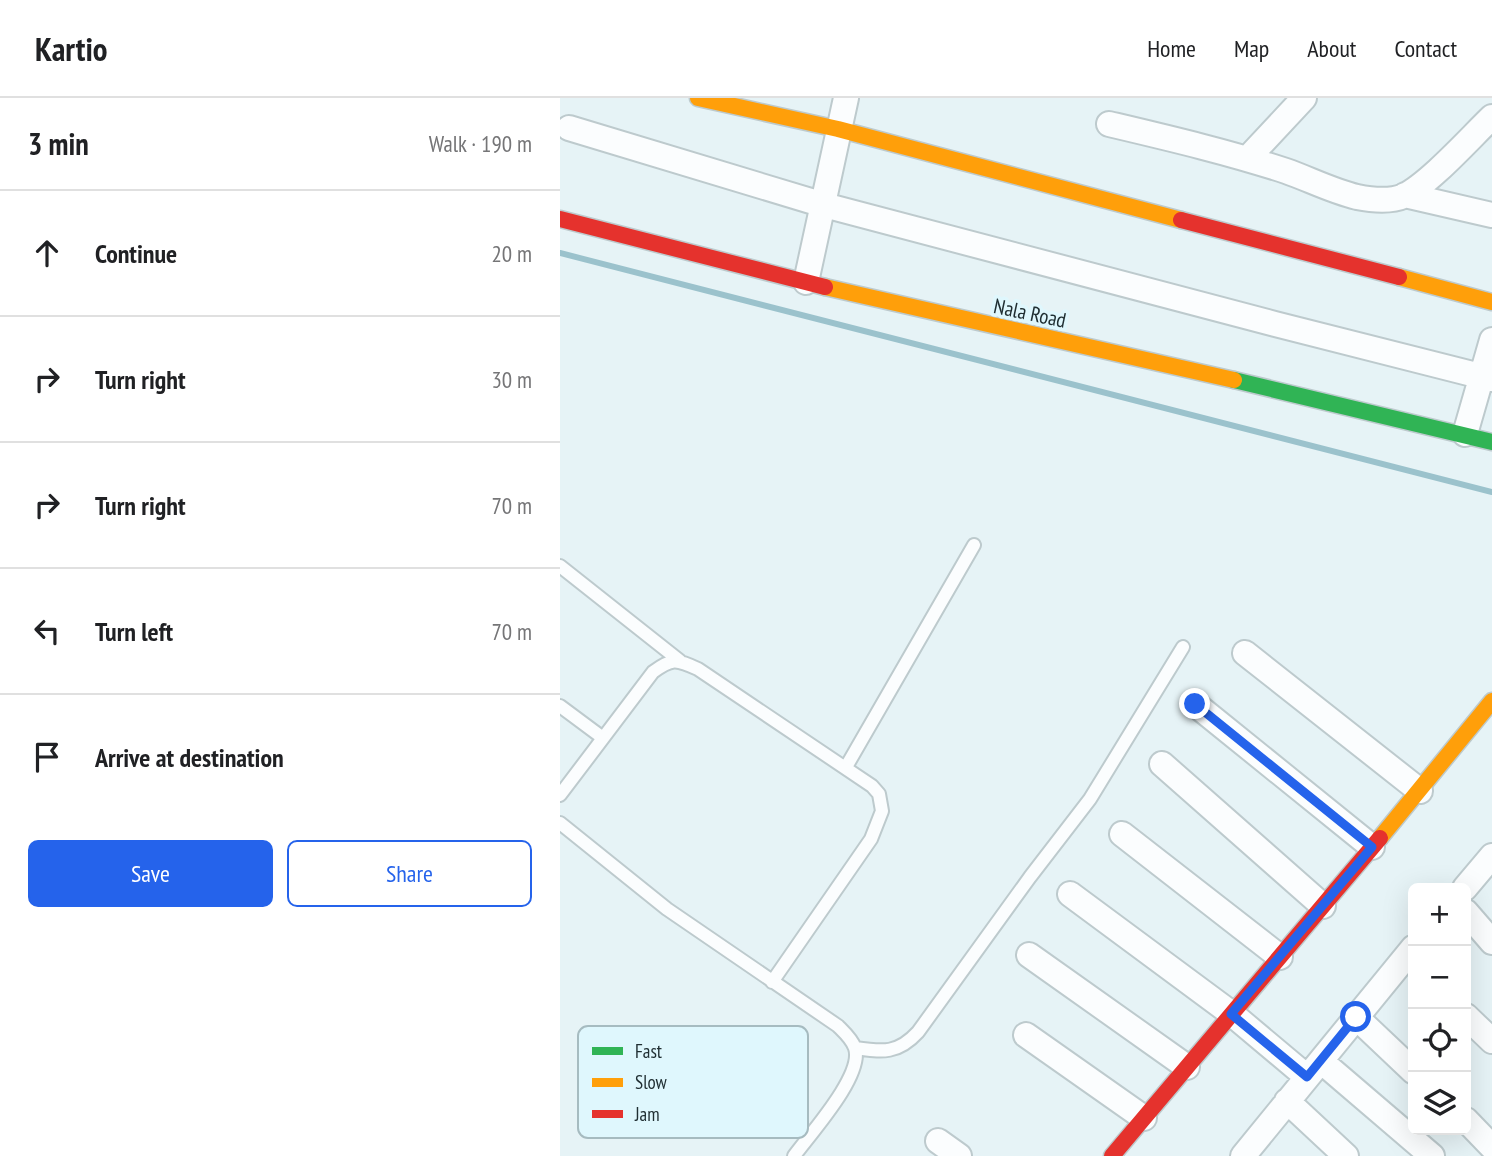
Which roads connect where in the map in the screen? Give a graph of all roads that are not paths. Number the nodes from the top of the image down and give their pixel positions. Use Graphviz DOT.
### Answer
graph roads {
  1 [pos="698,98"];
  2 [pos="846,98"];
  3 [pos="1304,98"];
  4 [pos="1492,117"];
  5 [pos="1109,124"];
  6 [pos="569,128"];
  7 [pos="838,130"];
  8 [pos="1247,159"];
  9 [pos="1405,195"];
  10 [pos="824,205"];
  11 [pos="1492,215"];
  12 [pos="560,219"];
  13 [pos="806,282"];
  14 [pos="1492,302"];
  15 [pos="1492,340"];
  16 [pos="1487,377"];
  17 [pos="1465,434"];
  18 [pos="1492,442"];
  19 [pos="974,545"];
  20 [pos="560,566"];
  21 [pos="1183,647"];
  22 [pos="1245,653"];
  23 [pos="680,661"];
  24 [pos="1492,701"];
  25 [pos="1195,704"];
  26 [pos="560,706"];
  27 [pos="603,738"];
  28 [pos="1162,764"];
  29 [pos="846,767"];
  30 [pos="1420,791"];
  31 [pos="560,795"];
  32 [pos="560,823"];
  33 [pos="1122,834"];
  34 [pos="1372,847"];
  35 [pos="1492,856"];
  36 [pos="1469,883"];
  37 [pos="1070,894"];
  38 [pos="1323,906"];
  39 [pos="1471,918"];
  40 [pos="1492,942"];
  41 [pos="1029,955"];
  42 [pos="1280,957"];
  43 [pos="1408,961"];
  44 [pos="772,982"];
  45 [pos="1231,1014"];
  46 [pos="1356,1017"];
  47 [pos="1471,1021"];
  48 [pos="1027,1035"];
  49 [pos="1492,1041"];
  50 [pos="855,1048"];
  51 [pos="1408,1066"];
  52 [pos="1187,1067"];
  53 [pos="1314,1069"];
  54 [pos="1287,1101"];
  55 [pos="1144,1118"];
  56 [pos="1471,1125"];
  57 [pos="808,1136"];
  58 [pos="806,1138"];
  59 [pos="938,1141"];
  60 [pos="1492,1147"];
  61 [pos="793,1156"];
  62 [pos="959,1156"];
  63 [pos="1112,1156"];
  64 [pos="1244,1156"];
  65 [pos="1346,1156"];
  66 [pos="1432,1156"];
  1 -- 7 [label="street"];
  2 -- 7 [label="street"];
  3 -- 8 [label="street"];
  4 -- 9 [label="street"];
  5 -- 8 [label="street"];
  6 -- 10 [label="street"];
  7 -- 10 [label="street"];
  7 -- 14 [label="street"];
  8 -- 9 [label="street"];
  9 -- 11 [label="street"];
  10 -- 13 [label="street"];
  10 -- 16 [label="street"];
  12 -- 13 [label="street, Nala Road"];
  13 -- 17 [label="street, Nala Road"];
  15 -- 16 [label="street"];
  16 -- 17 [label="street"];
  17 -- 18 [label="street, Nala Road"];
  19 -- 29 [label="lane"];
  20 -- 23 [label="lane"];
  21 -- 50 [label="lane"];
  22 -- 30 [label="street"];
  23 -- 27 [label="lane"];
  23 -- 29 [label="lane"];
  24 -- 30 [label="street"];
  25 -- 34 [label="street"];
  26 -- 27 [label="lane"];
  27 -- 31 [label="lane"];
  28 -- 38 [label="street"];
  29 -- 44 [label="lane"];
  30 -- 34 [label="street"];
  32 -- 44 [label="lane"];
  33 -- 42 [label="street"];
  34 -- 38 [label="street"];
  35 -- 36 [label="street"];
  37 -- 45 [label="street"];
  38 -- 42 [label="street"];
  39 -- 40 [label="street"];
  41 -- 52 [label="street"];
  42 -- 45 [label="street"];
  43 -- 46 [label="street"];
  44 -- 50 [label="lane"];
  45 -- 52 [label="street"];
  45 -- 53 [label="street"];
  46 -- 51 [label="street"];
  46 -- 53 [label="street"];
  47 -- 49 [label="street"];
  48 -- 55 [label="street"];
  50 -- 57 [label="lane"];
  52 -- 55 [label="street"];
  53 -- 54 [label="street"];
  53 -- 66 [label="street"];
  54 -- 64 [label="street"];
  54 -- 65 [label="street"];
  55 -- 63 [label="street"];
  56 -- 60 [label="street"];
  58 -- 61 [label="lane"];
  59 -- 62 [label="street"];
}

==

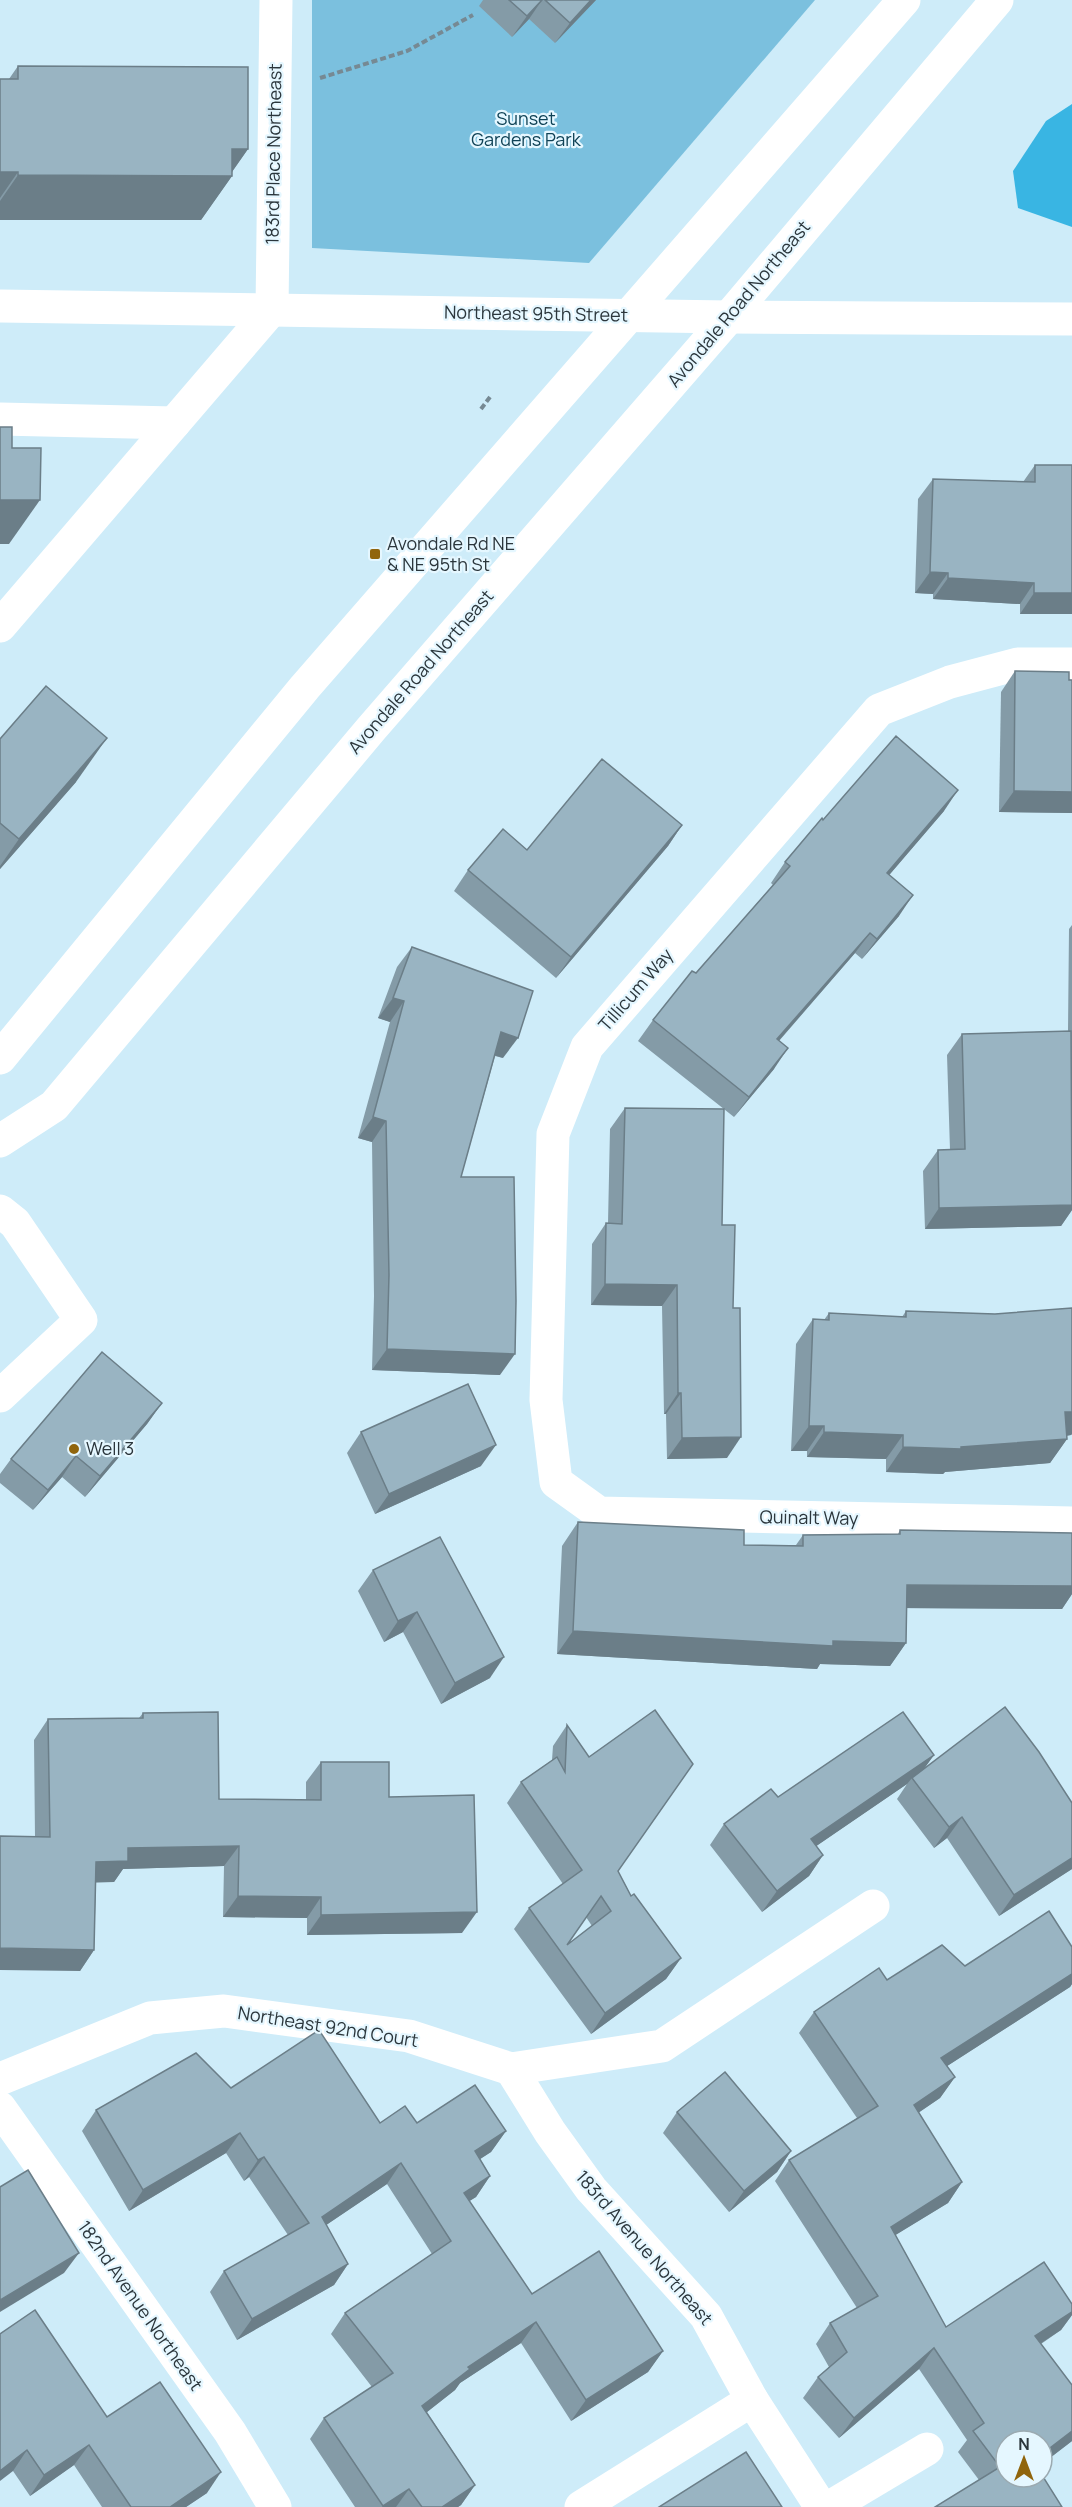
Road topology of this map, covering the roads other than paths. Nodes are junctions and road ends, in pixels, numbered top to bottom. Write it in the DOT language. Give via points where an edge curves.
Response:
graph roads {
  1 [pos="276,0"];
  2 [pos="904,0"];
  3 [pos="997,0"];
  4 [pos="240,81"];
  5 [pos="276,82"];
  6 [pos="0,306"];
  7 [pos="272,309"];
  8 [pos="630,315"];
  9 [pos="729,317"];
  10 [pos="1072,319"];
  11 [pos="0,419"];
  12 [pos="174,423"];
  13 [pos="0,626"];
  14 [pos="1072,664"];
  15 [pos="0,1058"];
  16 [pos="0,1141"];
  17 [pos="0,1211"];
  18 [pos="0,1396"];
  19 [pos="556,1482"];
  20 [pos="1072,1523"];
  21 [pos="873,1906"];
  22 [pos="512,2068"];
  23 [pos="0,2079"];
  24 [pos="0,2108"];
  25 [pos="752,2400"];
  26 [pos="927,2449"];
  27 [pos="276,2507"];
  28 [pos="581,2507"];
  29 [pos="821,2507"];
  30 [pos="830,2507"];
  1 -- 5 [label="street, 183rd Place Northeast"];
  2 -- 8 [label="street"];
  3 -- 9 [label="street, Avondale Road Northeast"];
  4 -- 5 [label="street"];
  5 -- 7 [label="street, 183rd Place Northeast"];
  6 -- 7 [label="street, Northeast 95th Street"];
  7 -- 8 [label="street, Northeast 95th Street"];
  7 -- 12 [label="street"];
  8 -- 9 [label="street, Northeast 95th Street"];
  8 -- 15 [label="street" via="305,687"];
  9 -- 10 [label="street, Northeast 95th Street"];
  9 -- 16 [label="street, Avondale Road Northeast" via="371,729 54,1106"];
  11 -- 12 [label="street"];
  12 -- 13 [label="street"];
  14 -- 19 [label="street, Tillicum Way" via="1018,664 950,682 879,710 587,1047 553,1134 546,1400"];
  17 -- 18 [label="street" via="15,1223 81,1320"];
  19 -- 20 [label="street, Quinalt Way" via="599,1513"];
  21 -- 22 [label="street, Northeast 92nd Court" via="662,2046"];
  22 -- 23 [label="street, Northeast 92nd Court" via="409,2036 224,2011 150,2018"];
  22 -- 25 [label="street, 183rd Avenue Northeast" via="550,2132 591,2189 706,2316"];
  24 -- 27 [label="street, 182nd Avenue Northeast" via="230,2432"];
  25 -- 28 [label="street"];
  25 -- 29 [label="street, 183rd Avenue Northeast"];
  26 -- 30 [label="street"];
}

* * *

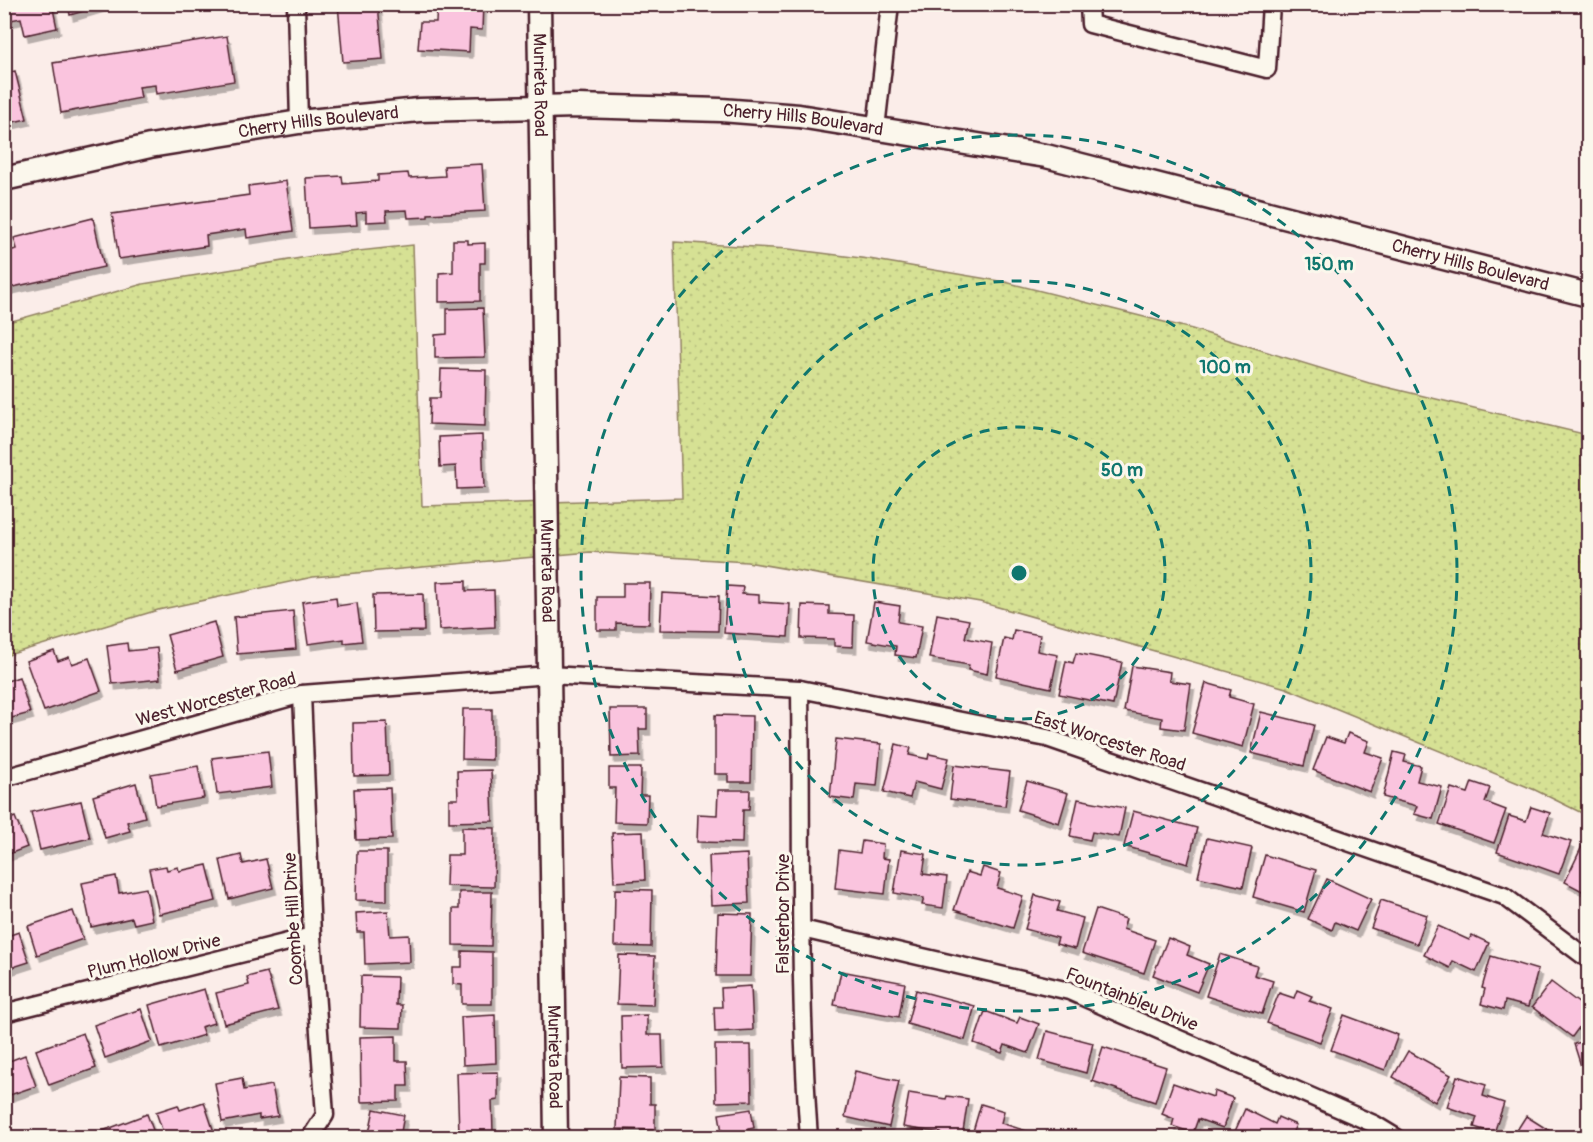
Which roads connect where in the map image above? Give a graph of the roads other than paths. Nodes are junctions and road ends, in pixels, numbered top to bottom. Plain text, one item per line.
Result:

#### ACTIVITY
Every line above that contains the word "Which" should be reported.

#### EXERCISE ANSWER
Which roads connect where in the map in the screen? Give a graph of all roads that are not paths. Number the nodes from the top of the image down and give their pixel positions. Use Graphviz DOT.
Which roads connect where in the map image above? Give a graph of the roads other than paths. Nodes are junctions and road ends, in pixels, numbered top to bottom. Plain text, one item per line.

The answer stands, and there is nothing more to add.